2.五郊乐章:据《旧唐书·音乐志》《通典·乐典》,唐高宗、玄宗朝多次修订五郊乐章,现存《全唐诗》录三十余章,此为其中“送神”环节专用辞。
3.春末冬暮:非实指季节并存,而是以对举修辞概括一年之终始循环,强调祭祀周期的完整性;“暮”“末”皆取“终”义。
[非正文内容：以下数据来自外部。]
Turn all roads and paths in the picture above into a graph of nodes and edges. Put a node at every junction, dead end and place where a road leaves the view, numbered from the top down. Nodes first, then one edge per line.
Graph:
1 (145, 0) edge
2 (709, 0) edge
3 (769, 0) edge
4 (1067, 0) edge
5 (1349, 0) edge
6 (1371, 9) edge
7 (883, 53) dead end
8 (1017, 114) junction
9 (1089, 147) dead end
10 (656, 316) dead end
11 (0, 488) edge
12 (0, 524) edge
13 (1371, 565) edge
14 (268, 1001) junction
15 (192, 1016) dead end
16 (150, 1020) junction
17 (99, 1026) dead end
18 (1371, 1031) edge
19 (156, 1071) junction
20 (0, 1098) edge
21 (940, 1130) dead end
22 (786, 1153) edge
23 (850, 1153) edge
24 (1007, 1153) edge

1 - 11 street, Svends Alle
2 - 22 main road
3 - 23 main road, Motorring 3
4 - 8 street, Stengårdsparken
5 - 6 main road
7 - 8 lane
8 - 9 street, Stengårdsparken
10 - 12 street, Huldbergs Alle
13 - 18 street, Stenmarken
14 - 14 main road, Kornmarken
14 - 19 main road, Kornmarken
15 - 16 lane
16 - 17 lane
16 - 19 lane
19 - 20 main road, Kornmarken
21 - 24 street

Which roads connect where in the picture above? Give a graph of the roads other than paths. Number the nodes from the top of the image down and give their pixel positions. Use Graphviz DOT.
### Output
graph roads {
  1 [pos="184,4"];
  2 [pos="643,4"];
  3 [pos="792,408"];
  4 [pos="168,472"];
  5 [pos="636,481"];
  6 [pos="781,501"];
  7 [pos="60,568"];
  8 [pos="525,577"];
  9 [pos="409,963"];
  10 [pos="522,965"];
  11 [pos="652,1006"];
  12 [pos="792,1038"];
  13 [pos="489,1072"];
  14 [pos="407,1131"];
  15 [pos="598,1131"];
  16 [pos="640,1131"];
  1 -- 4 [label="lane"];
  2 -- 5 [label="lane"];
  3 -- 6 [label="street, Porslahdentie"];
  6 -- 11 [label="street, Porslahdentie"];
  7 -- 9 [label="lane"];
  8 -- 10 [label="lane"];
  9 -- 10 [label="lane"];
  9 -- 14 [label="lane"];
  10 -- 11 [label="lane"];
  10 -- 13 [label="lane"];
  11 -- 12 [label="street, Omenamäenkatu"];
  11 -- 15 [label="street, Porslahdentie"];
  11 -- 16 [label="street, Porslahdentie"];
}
4.徂夏杪秋:“徂”意为往、逝;“杪”指树梢,引申为末端、尽头;“徂夏杪秋”即夏将尽、秋将终,与上句同构,强化时序更迭之庄重感。
5.土王四月:依五行相生与月令制度,中央属土,土旺于季夏(农历六月),但唐代沿汉以来“土王用事”说,特取立夏后十八日(约当四月晦日)为土德临御之始,故称“四月”。《开元礼》卷三载:“凡祭五方帝……中央黄帝,以土王日。”
6.时季一周:指四时(春夏秋冬)完成一个完整运行周期,呼应“土居中央,统摄四时”之宇宙观。
7.黍稷:泛指五谷祭品,黍为黄米,稷为粟(小米),均为古代最重要的粢盛之物,《周礼·地官·舍人》:“凡祭祀,共簠簋,实之陈之。”
8.笾豆:古代祭祀礼器,竹制曰笾(盛干果脯醢),木制曰豆(盛肉酱羹食),《礼记·礼器》:“笾豆之事,则有司存。”“宜收”表明祭礼告成,须依礼撤器,示敬终如始。
9.送神:五郊祭典最后一仪,于正祭、献飨之后,奏乐焚祝版、撤馔、望燎,恭送神明归位,所谓“神具醉止,皇尸载起”(《诗经·小雅·楚茨》)。
10.赐休:“休”为吉庆、安宁、福佑之义,《尔雅·释诂》:“休,美也,善也,福也。”此处特指神明降福于国祚民生,如《尚书·吕刑》“上帝监民,罔有馨香德,刑发闻惟腥。皇帝清问下民鳏寡,有辞于苗……以敬承天之休”。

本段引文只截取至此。